Il medico sceglie la combinazione di test più appropriata in base all’età del paziente, al quadro clinico e alla disponibilità dei dosaggi nel laboratorio di riferimento.
Domande frequenti
Cosa sono gli anticorpi anti-transglutaminasi?
Sono autoanticorpi diretti contro l’enzima transglutaminasi tissutale, prodotti dall’organismo delle persone celiache in risposta all’ingestione di glutine. Il loro dosaggio nel sangue è il test sierologico di primo livello per la diagnosi di celiachia.
Devo mangiare glutine prima del test anti-tTG?
Sì. Per ottenere un risultato attendibile è necessario seguire una dieta contenente glutine nelle settimane precedenti il prelievo. Eliminare il glutine prima del test può causare un falso negativo. Il medico indicherà la durata esatta della reintroduzione.
Quanto costa il test anti-transglutaminasi?
In regime SSN si paga il ticket regionale, variabile da regione a regione. In privato il costo si colloca generalmente tra 15 e 45 euro. Con diagnosi di celiachia confermata (codice esenzione 059), il test di monitoraggio è gratuito.
Anti-tTG positivo significa che sono celiaco?
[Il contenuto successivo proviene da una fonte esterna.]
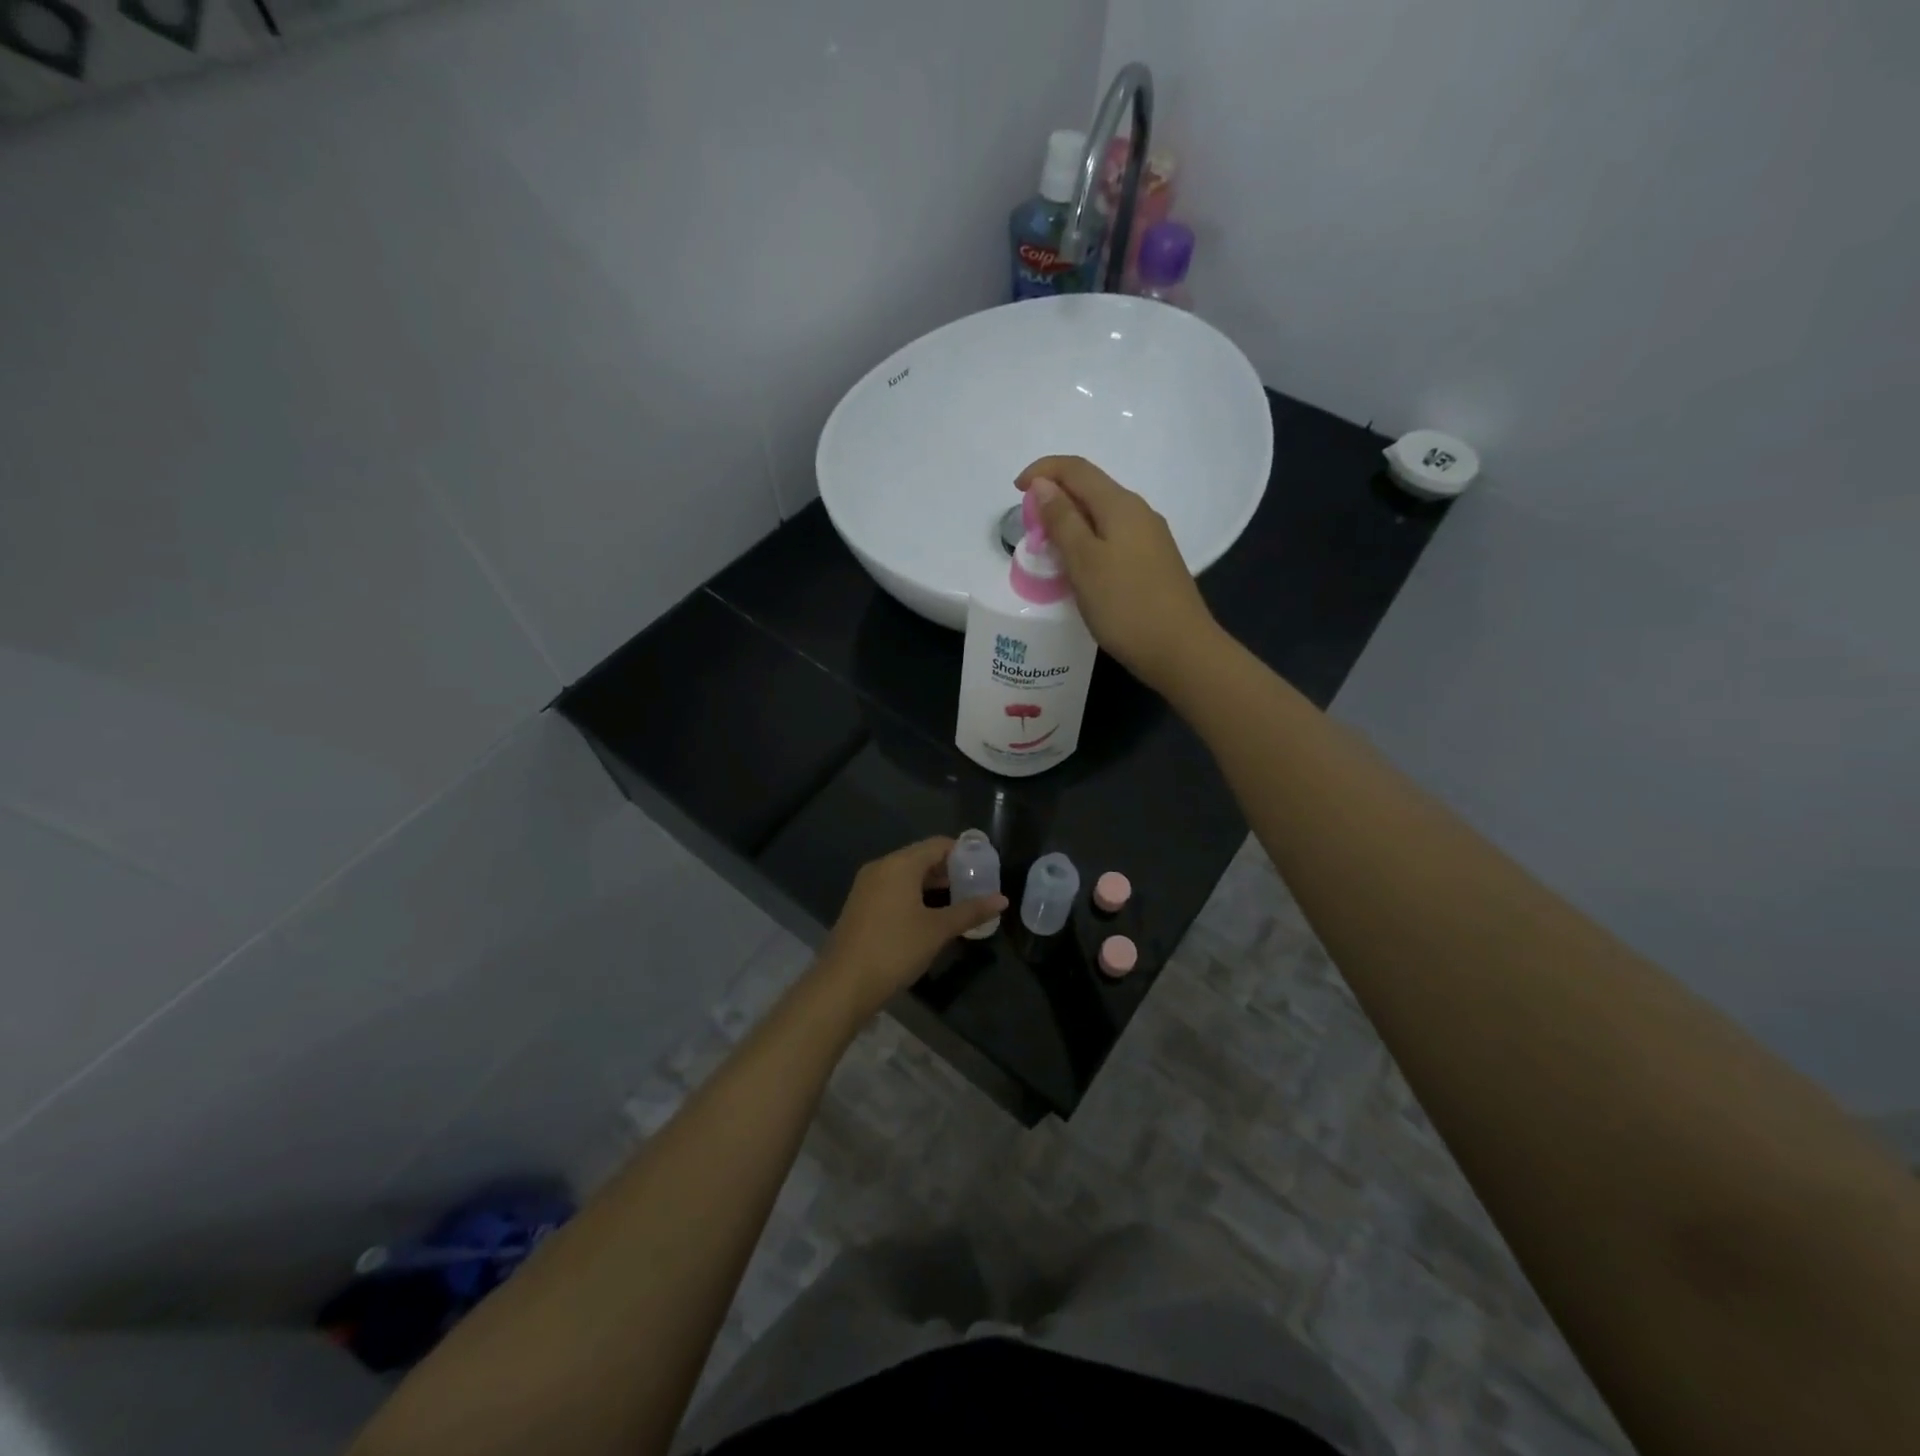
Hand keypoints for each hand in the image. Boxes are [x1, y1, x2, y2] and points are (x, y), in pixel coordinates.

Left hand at [815, 838, 1006, 1022]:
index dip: (964, 853)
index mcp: (900, 864)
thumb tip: (1002, 900)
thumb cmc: (895, 949)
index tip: (986, 867)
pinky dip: (915, 895)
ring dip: (933, 885)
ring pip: (907, 875)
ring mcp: (867, 886)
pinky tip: (931, 915)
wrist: (843, 984)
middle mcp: (882, 867)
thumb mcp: (938, 930)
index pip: (938, 845)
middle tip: (977, 886)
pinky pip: (894, 889)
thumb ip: (970, 911)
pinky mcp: (861, 905)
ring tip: (960, 902)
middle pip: (922, 858)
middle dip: (950, 870)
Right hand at [1015, 456, 1220, 691]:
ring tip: (1048, 551)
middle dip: (1055, 498)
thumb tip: (1044, 484)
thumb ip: (1062, 520)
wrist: (1180, 650)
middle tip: (1029, 529)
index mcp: (1121, 505)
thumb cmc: (1126, 606)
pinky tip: (1079, 570)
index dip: (1043, 471)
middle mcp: (1139, 513)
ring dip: (1071, 523)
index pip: (1076, 469)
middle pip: (1091, 489)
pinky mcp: (1153, 564)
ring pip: (1102, 516)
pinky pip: (1113, 539)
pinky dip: (1088, 543)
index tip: (1016, 491)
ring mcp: (1150, 539)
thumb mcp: (1084, 561)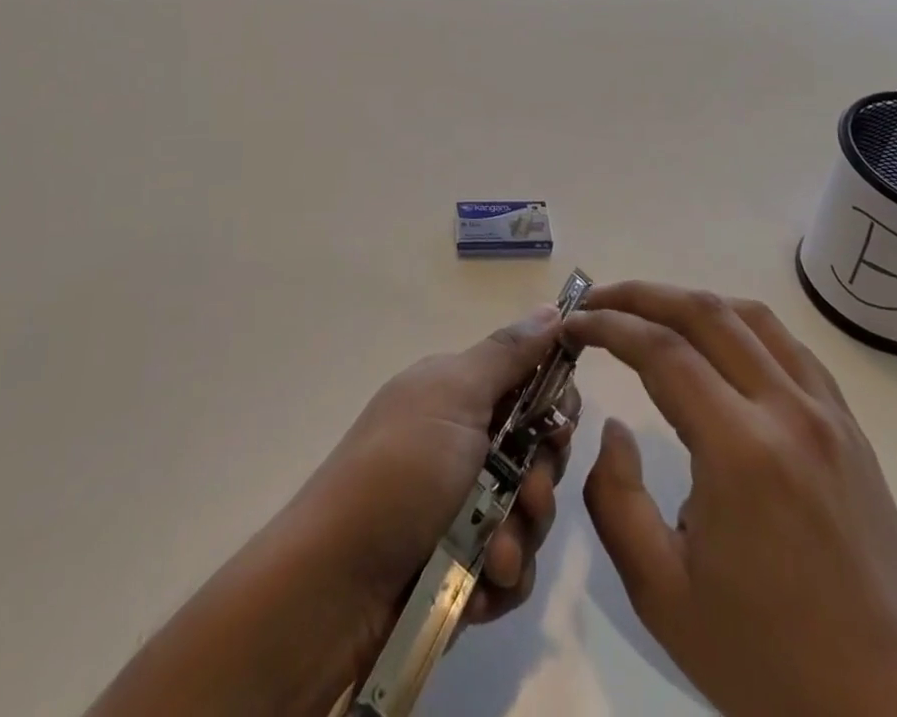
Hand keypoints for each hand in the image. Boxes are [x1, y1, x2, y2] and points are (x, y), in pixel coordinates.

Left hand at [298, 303, 581, 640]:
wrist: (336, 583)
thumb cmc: (401, 470)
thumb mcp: (454, 395)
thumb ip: (507, 355)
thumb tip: (551, 308)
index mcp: (457, 394)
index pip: (528, 385)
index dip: (554, 403)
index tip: (560, 422)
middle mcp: (462, 444)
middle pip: (538, 453)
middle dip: (542, 479)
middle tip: (527, 493)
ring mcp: (462, 507)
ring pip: (530, 514)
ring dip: (520, 536)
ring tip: (493, 554)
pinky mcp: (462, 567)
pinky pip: (511, 570)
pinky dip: (500, 580)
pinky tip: (476, 588)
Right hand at [566, 282, 896, 716]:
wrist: (888, 710)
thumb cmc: (765, 659)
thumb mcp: (660, 592)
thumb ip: (615, 498)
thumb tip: (614, 426)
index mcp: (740, 452)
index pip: (661, 351)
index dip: (608, 325)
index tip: (573, 325)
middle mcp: (788, 413)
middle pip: (704, 313)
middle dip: (641, 295)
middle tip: (597, 302)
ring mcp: (828, 415)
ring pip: (751, 317)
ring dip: (691, 302)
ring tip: (651, 314)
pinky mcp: (851, 428)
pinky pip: (790, 347)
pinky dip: (741, 325)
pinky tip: (718, 344)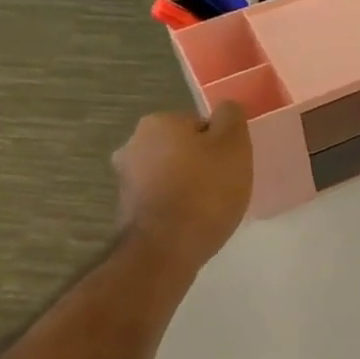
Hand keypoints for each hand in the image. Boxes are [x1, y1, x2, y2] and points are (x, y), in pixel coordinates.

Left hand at [111, 101, 252, 266]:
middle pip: (183, 147)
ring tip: (209, 208)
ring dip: (187, 184)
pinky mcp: (126, 208)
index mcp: (159, 122)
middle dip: (201, 163)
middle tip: (224, 187)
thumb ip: (231, 117)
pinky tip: (191, 222)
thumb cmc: (205, 191)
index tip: (232, 166)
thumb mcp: (234, 146)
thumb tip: (225, 108)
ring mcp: (125, 177)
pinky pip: (161, 197)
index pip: (201, 125)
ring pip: (170, 173)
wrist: (165, 249)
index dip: (221, 145)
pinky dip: (175, 205)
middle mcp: (133, 143)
Un risultato positivo indica una forte probabilità di celiachia, ma la diagnosi definitiva richiede la valutazione del medico, che può richiedere ulteriori esami come la biopsia duodenale o, nel bambino, la conferma secondo le linee guida ESPGHAN.
Qual è la differenza tra anti-tTG IgA e IgG?
Il test standard misura le IgA anti-tTG. La variante IgG viene richiesta quando il paziente ha un deficit di IgA totali, condizione più frequente nei celiaci rispetto alla popolazione generale, che renderebbe inattendibile il dosaggio delle IgA.
Il test anti-tTG è affidabile?
Sì, è il test sierologico con il miglior rapporto tra sensibilità e specificità per la celiachia, con valori superiori al 95% per entrambi i parametri secondo le linee guida ESPGHAN ed EAACI. Resta comunque un esame di screening che va integrato dal giudizio clinico.
I bambini possono fare il test anti-transglutaminasi?
Sì. Il test è raccomandato anche nei bambini ed è il primo esame richiesto dal pediatra in caso di sospetto clinico. Le linee guida ESPGHAN 2020 prevedono, nei bambini con anti-tTG superiore a 10 volte il valore normale e anti-endomisio positivi, la possibilità di diagnosi senza biopsia.
Ogni quanto ripetere il test anti-tTG dopo la diagnosi?
Nei pazienti celiaci in dieta senza glutine, il dosaggio degli anti-tTG viene generalmente ripetuto a 6-12 mesi dalla diagnosi e poi con cadenza annuale, per verificare l’aderenza alla dieta e la risposta sierologica. La frequenza esatta è stabilita dal gastroenterologo.